Even more than Niépce, Hammershøi was redolent of Eugene Atget, a photographer who lived in obscurity in Paris from 1857 to 1927, only to be discovered by surrealists such as Man Ray and Berenice Abbott right before his death. Like Hammershøi, he was an obsessive chronicler of the city of his birth, one who captured it empty and at strange, unexpected angles — only his medium was photography rather than painting. It is unlikely that Hammershøi and Atget knew of each other over the course of their lifetimes, but if they had, they would have been either delighted – or horrified – by the similarities between each other’s work. In my humble opinion, of course.

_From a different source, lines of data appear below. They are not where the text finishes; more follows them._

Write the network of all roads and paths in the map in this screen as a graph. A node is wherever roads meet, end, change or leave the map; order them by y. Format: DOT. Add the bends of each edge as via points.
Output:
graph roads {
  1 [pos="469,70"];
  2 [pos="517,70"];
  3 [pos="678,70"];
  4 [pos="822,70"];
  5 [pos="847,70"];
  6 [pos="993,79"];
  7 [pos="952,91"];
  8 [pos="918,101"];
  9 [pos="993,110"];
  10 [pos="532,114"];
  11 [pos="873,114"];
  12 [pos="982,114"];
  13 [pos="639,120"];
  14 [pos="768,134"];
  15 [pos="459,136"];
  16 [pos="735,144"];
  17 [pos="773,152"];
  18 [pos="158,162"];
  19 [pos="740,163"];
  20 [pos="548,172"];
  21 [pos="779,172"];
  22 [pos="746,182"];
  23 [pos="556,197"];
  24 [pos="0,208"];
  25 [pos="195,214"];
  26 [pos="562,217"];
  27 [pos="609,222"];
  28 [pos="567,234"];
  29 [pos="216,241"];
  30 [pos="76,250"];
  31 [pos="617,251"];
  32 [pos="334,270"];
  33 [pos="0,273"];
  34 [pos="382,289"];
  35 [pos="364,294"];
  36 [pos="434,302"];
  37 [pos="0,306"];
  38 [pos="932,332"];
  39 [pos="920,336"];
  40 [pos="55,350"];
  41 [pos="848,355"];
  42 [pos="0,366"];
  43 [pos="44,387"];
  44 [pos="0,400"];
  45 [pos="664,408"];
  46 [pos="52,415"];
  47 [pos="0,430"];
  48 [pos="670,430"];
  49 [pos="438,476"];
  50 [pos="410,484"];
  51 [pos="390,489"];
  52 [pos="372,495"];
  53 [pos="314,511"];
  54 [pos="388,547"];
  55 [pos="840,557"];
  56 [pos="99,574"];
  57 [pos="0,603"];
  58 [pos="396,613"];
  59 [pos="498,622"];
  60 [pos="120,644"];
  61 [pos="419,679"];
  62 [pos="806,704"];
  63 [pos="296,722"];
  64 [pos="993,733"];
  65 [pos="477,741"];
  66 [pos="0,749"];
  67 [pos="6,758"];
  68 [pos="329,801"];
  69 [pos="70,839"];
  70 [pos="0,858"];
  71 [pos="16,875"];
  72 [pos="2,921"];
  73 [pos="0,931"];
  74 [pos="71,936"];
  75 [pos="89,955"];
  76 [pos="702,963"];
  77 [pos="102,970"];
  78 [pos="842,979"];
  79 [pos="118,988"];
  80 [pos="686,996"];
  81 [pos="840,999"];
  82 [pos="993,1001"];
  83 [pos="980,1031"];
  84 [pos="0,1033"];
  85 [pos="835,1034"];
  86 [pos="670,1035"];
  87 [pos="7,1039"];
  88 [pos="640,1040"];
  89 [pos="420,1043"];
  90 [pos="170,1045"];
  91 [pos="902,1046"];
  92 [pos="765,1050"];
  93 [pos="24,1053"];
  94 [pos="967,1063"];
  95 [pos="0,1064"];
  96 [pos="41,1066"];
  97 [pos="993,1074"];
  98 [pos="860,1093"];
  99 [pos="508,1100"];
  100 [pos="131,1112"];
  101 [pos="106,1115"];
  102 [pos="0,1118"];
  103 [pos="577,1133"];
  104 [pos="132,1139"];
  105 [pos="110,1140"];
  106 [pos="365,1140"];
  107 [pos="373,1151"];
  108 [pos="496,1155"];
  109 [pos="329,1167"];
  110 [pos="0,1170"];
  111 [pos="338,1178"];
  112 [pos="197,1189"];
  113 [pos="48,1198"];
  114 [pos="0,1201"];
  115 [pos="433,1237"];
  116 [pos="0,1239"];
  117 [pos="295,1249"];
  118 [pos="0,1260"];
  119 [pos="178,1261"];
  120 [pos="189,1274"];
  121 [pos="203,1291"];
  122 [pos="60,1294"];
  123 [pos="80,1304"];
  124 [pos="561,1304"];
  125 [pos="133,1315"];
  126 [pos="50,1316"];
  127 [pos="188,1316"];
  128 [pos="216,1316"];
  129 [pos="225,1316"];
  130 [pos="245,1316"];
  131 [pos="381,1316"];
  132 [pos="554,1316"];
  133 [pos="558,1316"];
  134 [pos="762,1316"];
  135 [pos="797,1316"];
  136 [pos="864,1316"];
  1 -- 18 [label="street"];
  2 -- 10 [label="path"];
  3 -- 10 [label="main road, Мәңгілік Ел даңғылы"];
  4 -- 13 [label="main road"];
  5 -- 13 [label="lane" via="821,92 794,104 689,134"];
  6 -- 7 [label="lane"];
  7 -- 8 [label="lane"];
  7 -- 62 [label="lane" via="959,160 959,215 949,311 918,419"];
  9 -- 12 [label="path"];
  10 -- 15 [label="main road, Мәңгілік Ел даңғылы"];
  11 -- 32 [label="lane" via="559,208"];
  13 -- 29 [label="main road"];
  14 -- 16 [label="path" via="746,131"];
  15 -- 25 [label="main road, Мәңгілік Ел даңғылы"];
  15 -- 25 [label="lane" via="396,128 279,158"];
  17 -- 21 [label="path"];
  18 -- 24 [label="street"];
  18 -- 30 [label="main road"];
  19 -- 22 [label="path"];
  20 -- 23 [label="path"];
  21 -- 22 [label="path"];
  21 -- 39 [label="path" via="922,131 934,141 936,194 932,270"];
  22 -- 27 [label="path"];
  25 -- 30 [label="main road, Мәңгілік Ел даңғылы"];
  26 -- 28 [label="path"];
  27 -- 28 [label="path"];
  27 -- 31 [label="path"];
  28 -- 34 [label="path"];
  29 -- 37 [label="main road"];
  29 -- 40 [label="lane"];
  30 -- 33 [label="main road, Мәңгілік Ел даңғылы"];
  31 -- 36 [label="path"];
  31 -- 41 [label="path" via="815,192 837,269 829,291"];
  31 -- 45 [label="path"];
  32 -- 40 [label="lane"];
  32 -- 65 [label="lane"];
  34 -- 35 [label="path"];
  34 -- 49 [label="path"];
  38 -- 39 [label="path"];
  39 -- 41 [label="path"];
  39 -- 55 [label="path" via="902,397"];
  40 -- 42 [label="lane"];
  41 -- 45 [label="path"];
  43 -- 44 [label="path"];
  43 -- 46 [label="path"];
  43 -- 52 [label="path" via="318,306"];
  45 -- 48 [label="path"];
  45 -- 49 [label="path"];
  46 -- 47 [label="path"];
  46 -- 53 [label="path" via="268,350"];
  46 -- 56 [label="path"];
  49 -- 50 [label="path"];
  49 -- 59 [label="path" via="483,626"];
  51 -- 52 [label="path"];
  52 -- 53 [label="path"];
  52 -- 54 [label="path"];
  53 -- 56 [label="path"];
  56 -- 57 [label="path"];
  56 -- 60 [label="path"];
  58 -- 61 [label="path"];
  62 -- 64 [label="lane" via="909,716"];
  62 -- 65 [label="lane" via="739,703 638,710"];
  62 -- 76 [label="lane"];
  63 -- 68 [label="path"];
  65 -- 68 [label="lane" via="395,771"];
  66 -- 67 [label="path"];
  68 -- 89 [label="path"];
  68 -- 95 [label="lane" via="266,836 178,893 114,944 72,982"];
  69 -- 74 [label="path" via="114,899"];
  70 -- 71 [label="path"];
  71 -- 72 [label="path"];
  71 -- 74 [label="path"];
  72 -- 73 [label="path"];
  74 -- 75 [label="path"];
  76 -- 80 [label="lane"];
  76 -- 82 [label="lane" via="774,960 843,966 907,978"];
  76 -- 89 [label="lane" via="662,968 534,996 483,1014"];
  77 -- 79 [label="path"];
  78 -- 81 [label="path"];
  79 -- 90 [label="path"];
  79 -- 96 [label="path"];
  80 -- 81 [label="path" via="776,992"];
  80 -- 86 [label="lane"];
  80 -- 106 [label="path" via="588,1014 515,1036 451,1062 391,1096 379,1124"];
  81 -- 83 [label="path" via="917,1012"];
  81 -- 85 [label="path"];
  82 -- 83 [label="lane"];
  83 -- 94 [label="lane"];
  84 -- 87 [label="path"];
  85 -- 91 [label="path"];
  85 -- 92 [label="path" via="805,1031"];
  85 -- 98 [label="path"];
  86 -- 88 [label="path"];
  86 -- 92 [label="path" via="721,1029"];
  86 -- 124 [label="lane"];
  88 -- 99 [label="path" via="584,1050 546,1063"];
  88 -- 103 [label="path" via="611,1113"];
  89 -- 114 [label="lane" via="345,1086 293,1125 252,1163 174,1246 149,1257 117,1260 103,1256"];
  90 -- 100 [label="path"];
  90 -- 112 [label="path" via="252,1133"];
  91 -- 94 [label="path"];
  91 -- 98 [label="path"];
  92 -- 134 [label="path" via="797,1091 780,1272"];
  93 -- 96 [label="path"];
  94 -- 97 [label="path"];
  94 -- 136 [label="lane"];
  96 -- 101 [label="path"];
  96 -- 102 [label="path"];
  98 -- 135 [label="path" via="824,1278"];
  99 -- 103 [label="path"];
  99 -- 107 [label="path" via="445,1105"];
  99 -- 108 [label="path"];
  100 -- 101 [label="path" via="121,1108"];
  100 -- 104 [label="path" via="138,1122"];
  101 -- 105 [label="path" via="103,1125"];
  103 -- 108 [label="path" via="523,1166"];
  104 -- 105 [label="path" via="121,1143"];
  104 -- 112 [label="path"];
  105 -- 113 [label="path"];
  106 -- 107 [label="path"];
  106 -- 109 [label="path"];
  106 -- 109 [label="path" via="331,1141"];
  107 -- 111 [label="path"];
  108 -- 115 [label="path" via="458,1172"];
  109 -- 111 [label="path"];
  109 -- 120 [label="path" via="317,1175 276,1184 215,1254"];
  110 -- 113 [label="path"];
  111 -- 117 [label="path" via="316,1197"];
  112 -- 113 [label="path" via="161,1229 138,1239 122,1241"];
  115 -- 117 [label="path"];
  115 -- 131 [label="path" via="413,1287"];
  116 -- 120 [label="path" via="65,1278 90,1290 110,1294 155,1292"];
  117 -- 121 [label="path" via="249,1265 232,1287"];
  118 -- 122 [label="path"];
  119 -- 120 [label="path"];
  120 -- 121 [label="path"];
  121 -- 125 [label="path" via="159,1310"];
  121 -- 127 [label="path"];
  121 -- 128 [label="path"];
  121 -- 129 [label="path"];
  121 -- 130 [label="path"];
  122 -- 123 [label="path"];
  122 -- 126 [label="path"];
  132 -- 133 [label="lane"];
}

Far left: Artist’s version of St Peter’s Church (1906); left: Contemporary photo by Brienne Walsh
By the time we reached the Christianborg — where instead of going indoors, we visited the outdoor corral where Mary, Crown Princess of Denmark, exercises her horses — our group was exhausted. We passed over the Marble Bridge, another one of Hammershøi’s many subjects, which is clad in sandstone, and sat down for a cup of coffee at one of the city’s many idyllic outdoor cafes. Around us, mothers left their children on the street in their carriages while they went inside for food. Copenhagen is so safe that such a thing is possible. For those following in this path, lunch is recommended at this juncture.
After revitalizing ourselves with caffeine, we headed to St. Peter’s Cathedral, a medieval Catholic church that was converted to a Protestant site of worship during the reformation. Clad in red brick, the structure was another subject’s of Hammershøi’s — we were lucky enough to see it from the vantage of the perfectly appointed apartment of Alette Scavenius, a theater historian. From there, we began our final trek, through the King’s Gardens, which were blossoming even in the fall. We landed at the Statens Museum Kunst — in English, the National Gallery — to see what remained of the institution’s collection of paintings by Hammershøi. Most had already been shipped to New York for the exhibition at the Scandinavia House.

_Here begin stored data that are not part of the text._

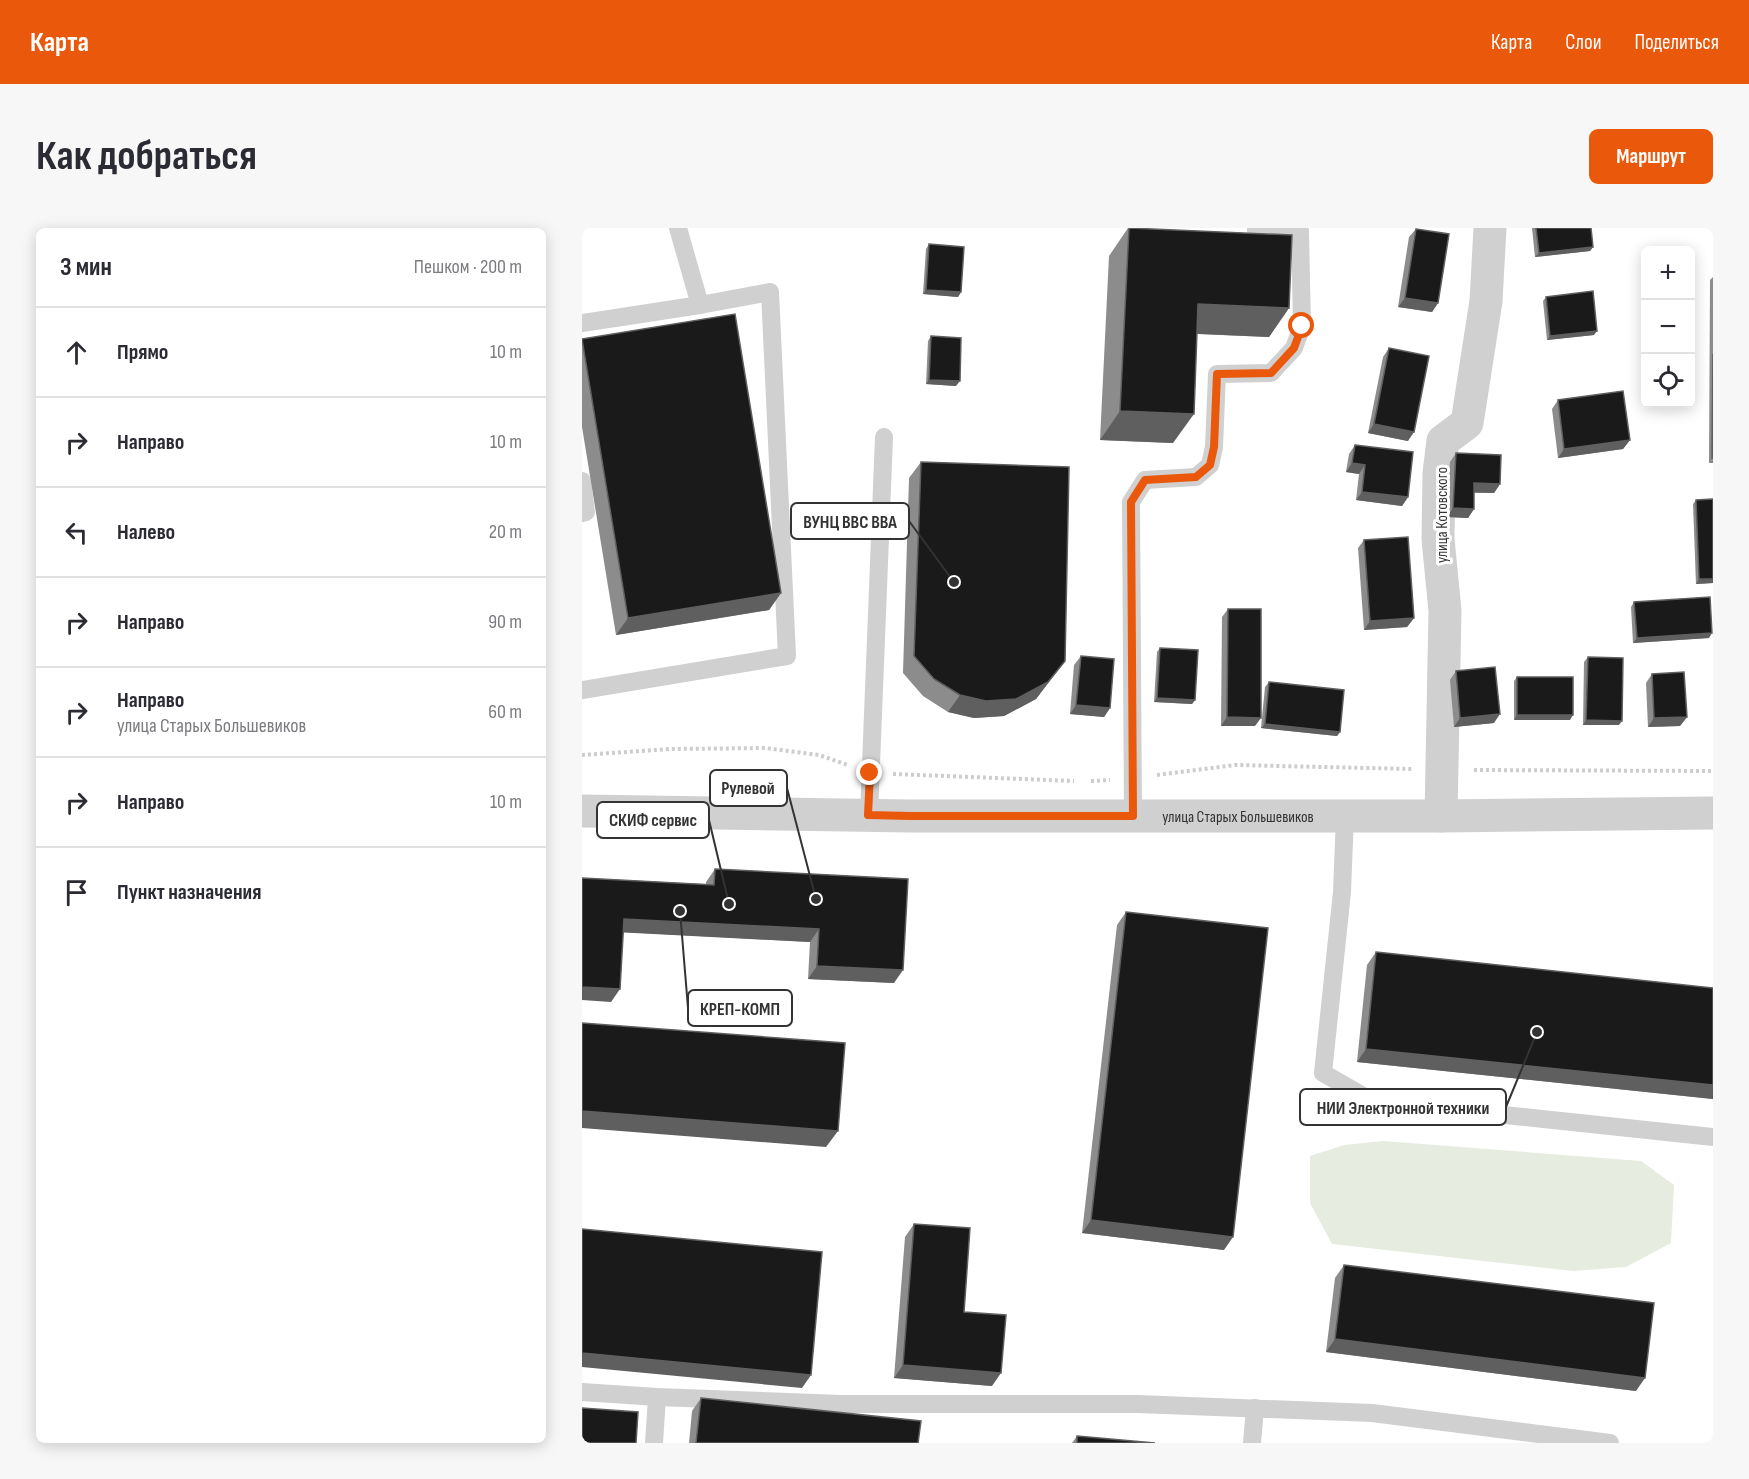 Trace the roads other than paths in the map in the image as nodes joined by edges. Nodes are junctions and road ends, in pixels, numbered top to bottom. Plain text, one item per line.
1 (678, 228) edge
2 (1256, 228) edge
3 (1490, 228) edge
4 (700, 305) junction
5 (582, 323) edge
6 (884, 437) dead end
7 (582, 481) edge
8 (582, 513) edge
9 (582, 690) edge
10 (582, 811) edge
11 (1713, 813) edge
12 (868, 815) junction
13 (1133, 816) junction
14 (1345, 816) junction
15 (1441, 816) junction
16 (1713, 1137) edge
17 (582, 1392) edge
18 (657, 1397) junction
19 (1255, 1408) junction
20 (654, 1443) edge
21 (1252, 1443) edge
22 (1610, 1443) edge

1 - 4 lane
2 - 13 lane
3 - 15 street, улица Котовского
4 - 5 lane
4 - 9 lane
6 - 12 lane
7 - 8 lane
10 - 12 street, улица Старых Большевиков
11 - 15 street, улица Старых Большевиков
12 - 13 street, улица Старых Большевиков
13 - 14 street, улица Старых Большевиков
14 - 15 street, улица Старых Большевиков
14 - 16 lane
17 - 18 lane
18 - 19 lane
18 - 20 lane
19 - 21 lane
19 - 22 lane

Right: Artemis (1893-4), oil on canvas.
Kaspar Monrad, the curator of the exhibition, led us around the show — and noted that the presence of so many nude ladies in the room generally devoted to landscapes by Hammershøi was a result of the Danes thinking that Americans were too prude to appreciate such explicit work. For while Hammershøi loved his wife, he also loved the female form, and used it freely in works such as Artemis, which didn’t make it to New York.
To round off a day of the ordinary, we witnessed the divine. From the National Gallery, we first visited the Hirschsprung Collection, a museum devoted to 19th and 20th century Danish art that has an exemplary collection of works by Hammershøi — fortunately, it was located just a few hundred yards from the National Gallery. There hung Hammershøi’s incredible Portrait of a Young Girl (1885), a likeness of his sister, Anna, which he painted when he was only 21. Afterwards, we visited the David Collection, which focuses on Islamic art from the 8th to 19th centuries, but nevertheless has a room entirely devoted to Hammershøi. This time, to some of his more rural landscapes, and abstract interiors. The director told us that Japanese guests are very much enraptured by the room.
Right: Portrait of a Young Girl (1885), oil on canvas.
By the end of the day, we were all in an art coma — a blissful one that can only be achieved by filling your brain with visual knowledge in an entirely foreign country. We learned a lot about Hammershøi — but in truth, what we really saw was Copenhagen, as it is now, as it was a century ago, and how it likely will be for many hundreds of years in the future. By following in Hammershøi’s footsteps, we got to know not only the city, but also its best cultural institutions. The best part besides the art? It was impossible to go more than a few hundred feet without running into a bakery that looked like it was birthed from a fairy tale book.